THE DANGERS OF SIGNIFICANCE TESTS

THEME FOR CONCEPTUAL GARBAGE GROUP

(Note: The "Conceptual Garbage Group" was a weekly group in the 1970s and 1980s that discussed technical and scientific topics outside the range of everyday work. This "Theme" was presented about 1984. It can be downloaded as a MS Word file here.)

Thesis: Significance tests have no value other than to get papers past Journal editors, and their use can damage the progress of science.

In casual discussion with some members of the CGG, I have expressed the opinion that tests of "statistical significance" have no place in science. I have been surprised by the repeated comment "but I thought statistics was important." The implication that statistics consists of significance testing is profoundly disturbing. Statistics is, more than anything, the formalized technique of description and measurement. Even if significance tests had any philosophical basis, they would form only a small part of the body of statistics; it suggests a dereliction of duty on the part of teachers of experimental methods that stu­dents can come away with the impression that statistics can be equated with significance tests.

To use a significance test, one requires a so-called null hypothesis, which is assumed to be true unless the test shows "significance" at some predetermined probability level such as 0.05 or 0.01. There is often a background hypothesis in the tester's mind, which will be acceptable (but not necessarily accepted) if the test shows significance, or which will be rejected if the test shows non-significance, but the background hypothesis does not figure in the significance test itself.
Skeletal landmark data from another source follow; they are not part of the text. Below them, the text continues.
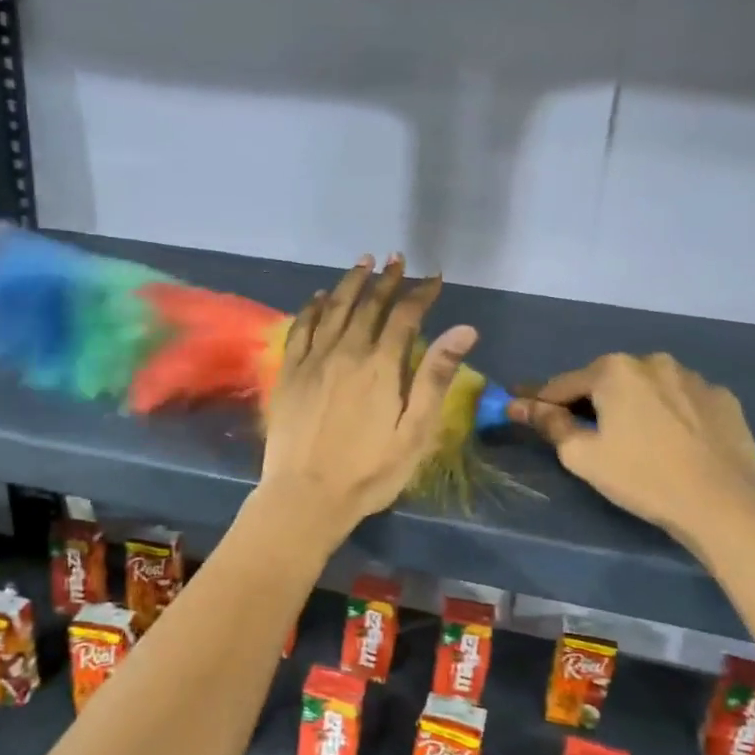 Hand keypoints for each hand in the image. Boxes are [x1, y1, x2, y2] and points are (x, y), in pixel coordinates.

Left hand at [257, 255, 477, 541]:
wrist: (306, 495)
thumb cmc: (369, 471)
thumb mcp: (415, 432)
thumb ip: (435, 377)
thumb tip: (464, 330)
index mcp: (381, 367)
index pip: (405, 316)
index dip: (421, 293)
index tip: (434, 277)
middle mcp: (346, 352)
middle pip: (369, 305)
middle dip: (387, 280)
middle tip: (397, 259)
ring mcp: (314, 360)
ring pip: (334, 308)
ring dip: (351, 282)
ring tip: (363, 262)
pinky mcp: (290, 373)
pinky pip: (302, 328)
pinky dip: (314, 307)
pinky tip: (320, 296)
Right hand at [512, 353, 754, 555]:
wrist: (724, 503)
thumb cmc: (642, 476)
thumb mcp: (582, 455)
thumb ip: (549, 423)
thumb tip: (520, 405)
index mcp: (614, 370)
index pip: (563, 384)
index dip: (540, 401)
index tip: (522, 410)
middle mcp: (653, 361)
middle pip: (606, 381)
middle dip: (590, 401)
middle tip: (582, 432)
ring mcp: (693, 377)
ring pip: (647, 387)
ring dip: (632, 404)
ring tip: (632, 438)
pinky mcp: (722, 397)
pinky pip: (681, 400)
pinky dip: (668, 413)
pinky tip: (671, 441) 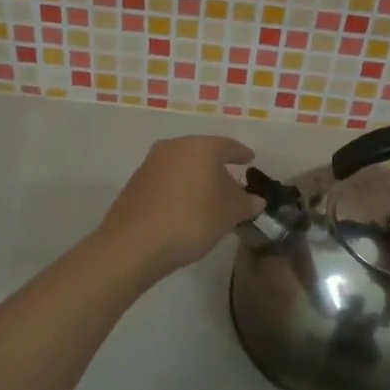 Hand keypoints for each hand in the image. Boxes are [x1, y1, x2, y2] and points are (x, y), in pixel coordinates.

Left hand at [99, 135, 265, 278]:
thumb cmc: (191, 220)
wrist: (134, 243)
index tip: (250, 160)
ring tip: (208, 201)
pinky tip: (184, 209)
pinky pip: (166, 180)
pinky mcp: (136, 182)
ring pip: (182, 167)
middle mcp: (174, 147)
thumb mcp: (228, 215)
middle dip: (218, 170)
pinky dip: (179, 189)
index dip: (241, 154)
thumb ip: (245, 203)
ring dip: (196, 180)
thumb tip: (255, 200)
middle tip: (231, 187)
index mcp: (200, 147)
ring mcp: (151, 163)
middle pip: (203, 154)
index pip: (228, 146) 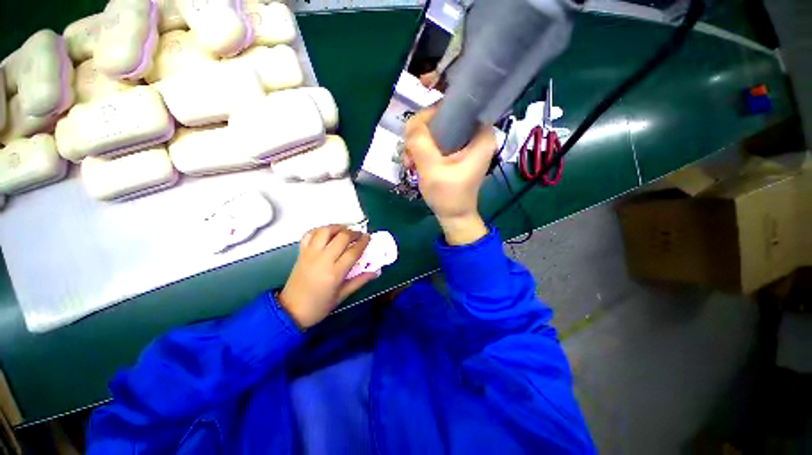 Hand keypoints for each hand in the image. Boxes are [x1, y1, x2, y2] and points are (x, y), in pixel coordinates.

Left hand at [279, 226, 376, 328]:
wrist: (291, 310)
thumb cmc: (319, 305)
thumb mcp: (342, 295)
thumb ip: (360, 281)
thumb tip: (375, 271)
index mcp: (335, 273)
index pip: (353, 251)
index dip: (363, 242)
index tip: (369, 237)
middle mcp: (323, 259)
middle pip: (341, 237)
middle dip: (354, 233)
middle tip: (359, 235)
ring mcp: (310, 254)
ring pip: (325, 231)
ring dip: (338, 227)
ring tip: (345, 230)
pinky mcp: (301, 252)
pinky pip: (310, 234)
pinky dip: (320, 230)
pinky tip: (327, 233)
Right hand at [403, 107, 494, 244]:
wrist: (453, 217)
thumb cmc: (448, 196)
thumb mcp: (431, 168)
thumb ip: (419, 141)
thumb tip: (410, 122)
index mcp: (481, 134)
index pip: (455, 106)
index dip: (432, 114)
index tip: (416, 132)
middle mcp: (476, 135)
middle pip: (444, 118)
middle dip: (422, 134)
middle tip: (410, 153)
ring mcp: (466, 145)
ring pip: (437, 131)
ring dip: (419, 144)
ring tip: (410, 162)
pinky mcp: (457, 153)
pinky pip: (437, 142)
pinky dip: (424, 151)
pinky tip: (414, 163) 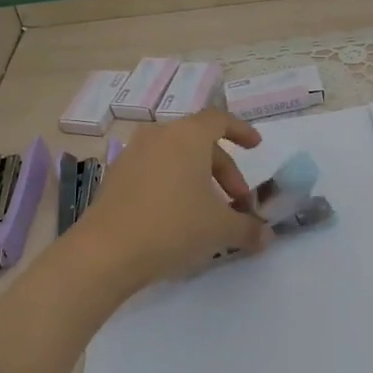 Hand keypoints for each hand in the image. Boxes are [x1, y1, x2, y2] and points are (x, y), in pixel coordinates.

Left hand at [71, 110, 270, 290]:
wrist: (106, 252)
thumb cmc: (173, 227)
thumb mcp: (220, 229)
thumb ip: (248, 229)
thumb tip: (266, 237)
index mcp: (187, 136)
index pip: (219, 120)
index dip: (241, 131)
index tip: (255, 147)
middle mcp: (159, 136)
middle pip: (199, 142)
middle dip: (224, 171)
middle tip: (237, 203)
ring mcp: (132, 155)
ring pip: (175, 158)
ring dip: (197, 179)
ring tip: (208, 212)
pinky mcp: (115, 177)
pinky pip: (154, 171)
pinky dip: (173, 185)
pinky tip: (177, 217) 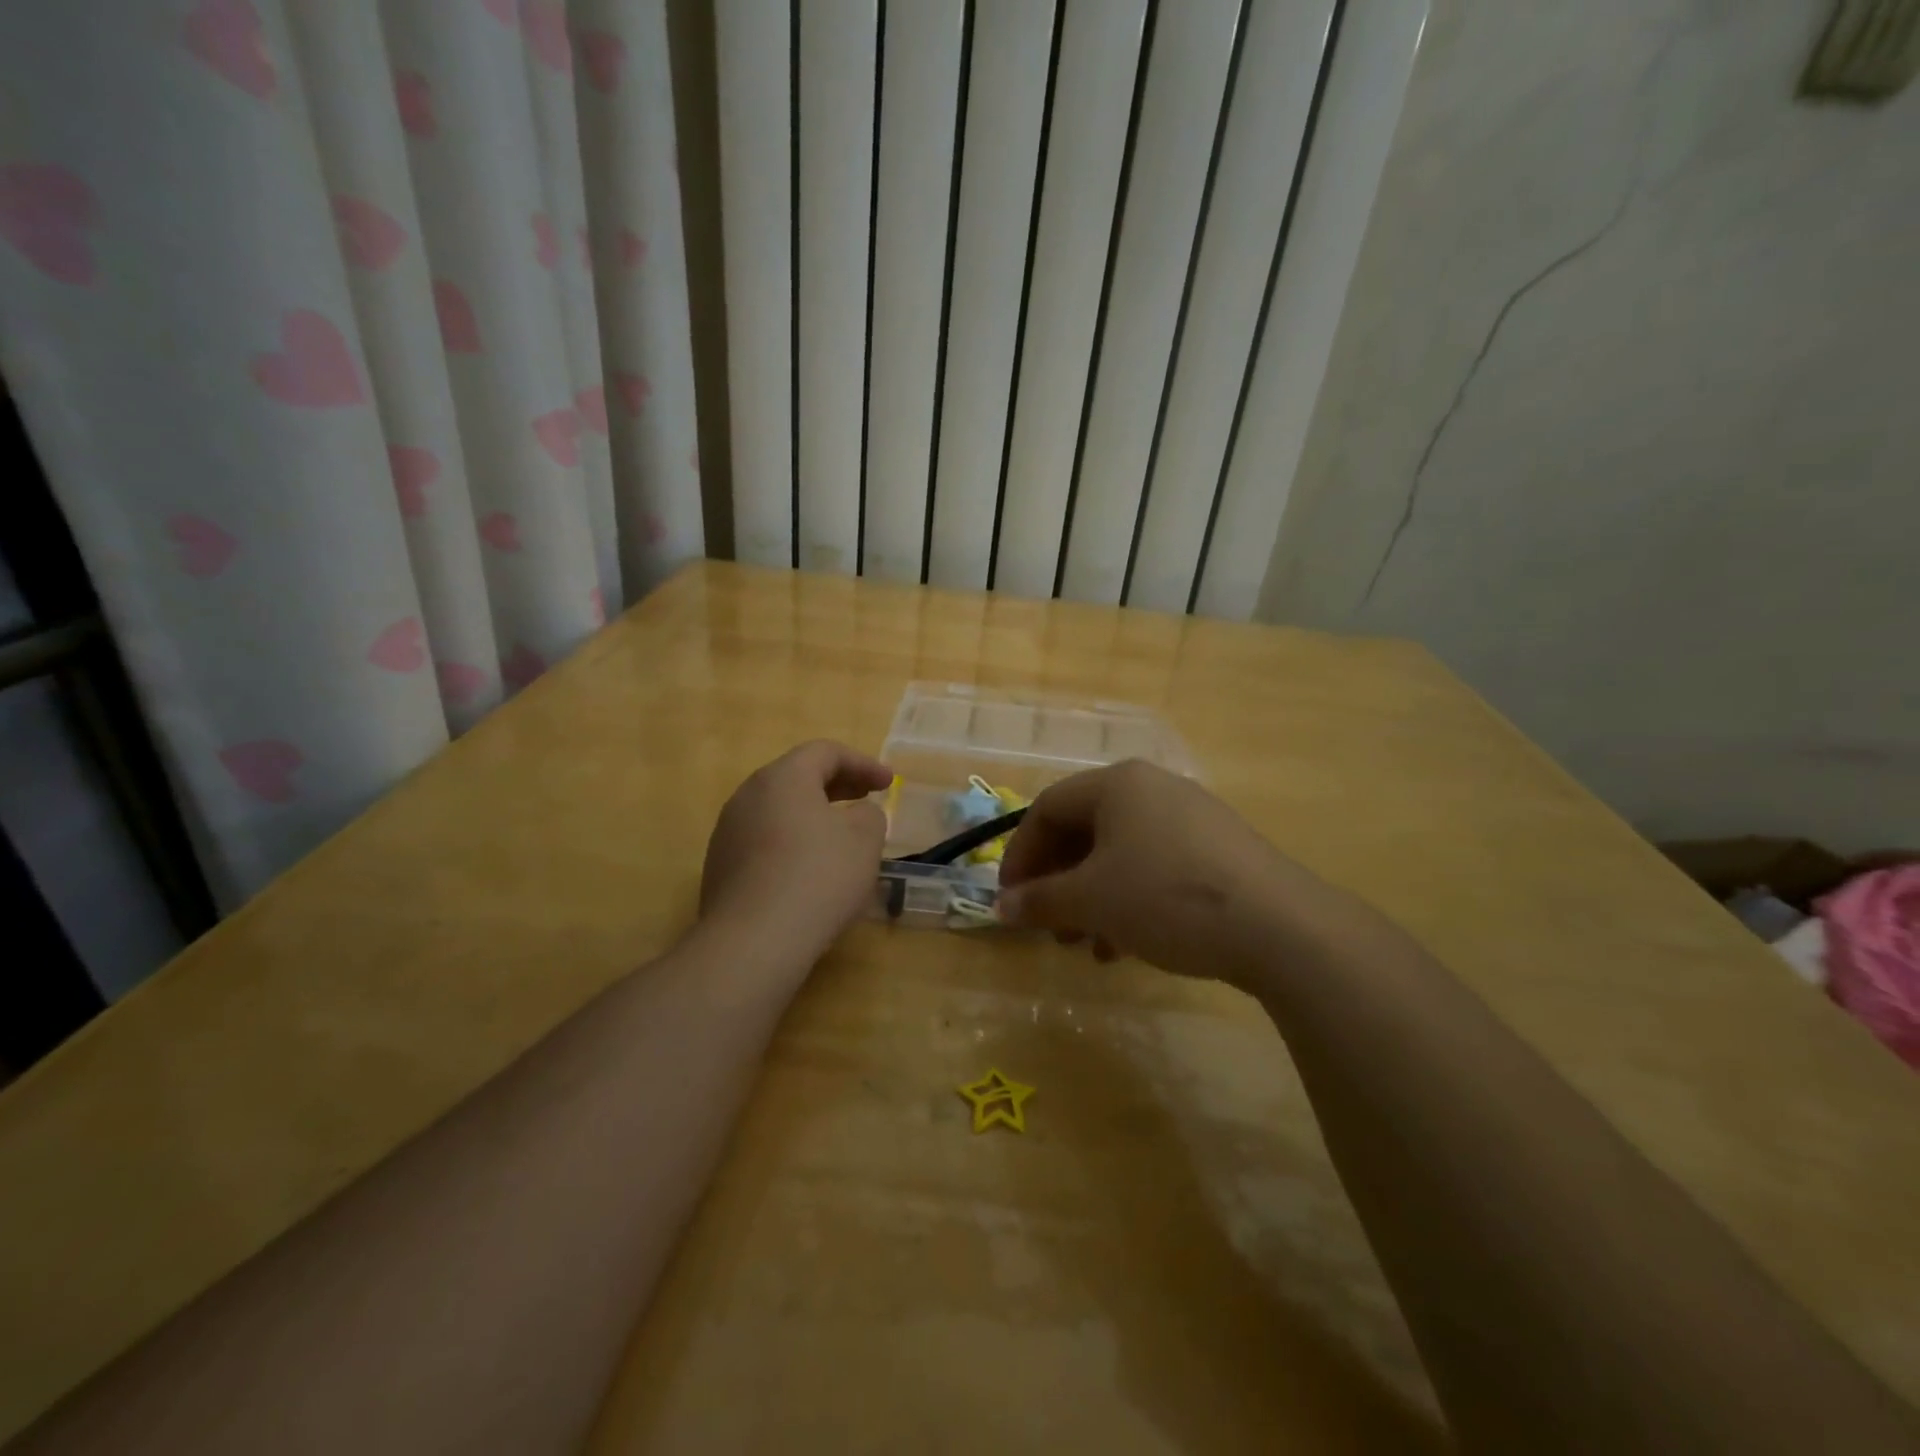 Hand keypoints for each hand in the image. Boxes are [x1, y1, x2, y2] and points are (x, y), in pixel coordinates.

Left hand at [700, 741, 892, 965]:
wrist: (754, 941)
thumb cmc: (818, 877)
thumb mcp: (864, 840)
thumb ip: (869, 815)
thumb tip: (856, 815)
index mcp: (783, 778)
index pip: (825, 752)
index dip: (863, 763)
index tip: (889, 783)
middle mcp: (748, 795)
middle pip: (797, 776)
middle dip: (838, 785)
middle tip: (866, 797)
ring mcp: (728, 831)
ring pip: (779, 809)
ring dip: (813, 814)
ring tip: (840, 835)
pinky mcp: (720, 865)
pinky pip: (764, 839)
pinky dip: (792, 841)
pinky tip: (810, 869)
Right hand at [998, 760, 1334, 986]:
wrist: (1278, 926)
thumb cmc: (1166, 897)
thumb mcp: (1092, 901)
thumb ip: (1040, 900)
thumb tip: (1000, 907)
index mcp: (1117, 784)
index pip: (1046, 809)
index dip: (1019, 854)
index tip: (1009, 899)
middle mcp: (1153, 789)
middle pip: (1084, 830)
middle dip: (1058, 882)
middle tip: (1048, 925)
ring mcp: (1191, 818)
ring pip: (1120, 853)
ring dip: (1092, 898)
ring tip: (1085, 944)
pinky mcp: (1219, 851)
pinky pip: (1155, 867)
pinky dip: (1130, 901)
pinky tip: (1128, 946)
Inasmuch as one knows a priori that the null hypothesis is false (any finite hypothesis about the world will be false as a total descrip­tion of the world), the significance test tells nothing about either the null hypothesis or the background hypothesis. It tells only about the sensitivity of the experiment in the context of how close the null hypothesis comes to being an accurate description. It fol­lows that one can, in principle, find significant effects wherever they are sought, by mak­ing the experiment sensitive enough.

Given the foregoing, one may ask why significance tests have taken the hold they have on the community of experimental psychologists. I suggest that the reasons are largely social (as our Chaos-related CGG discussions would predict).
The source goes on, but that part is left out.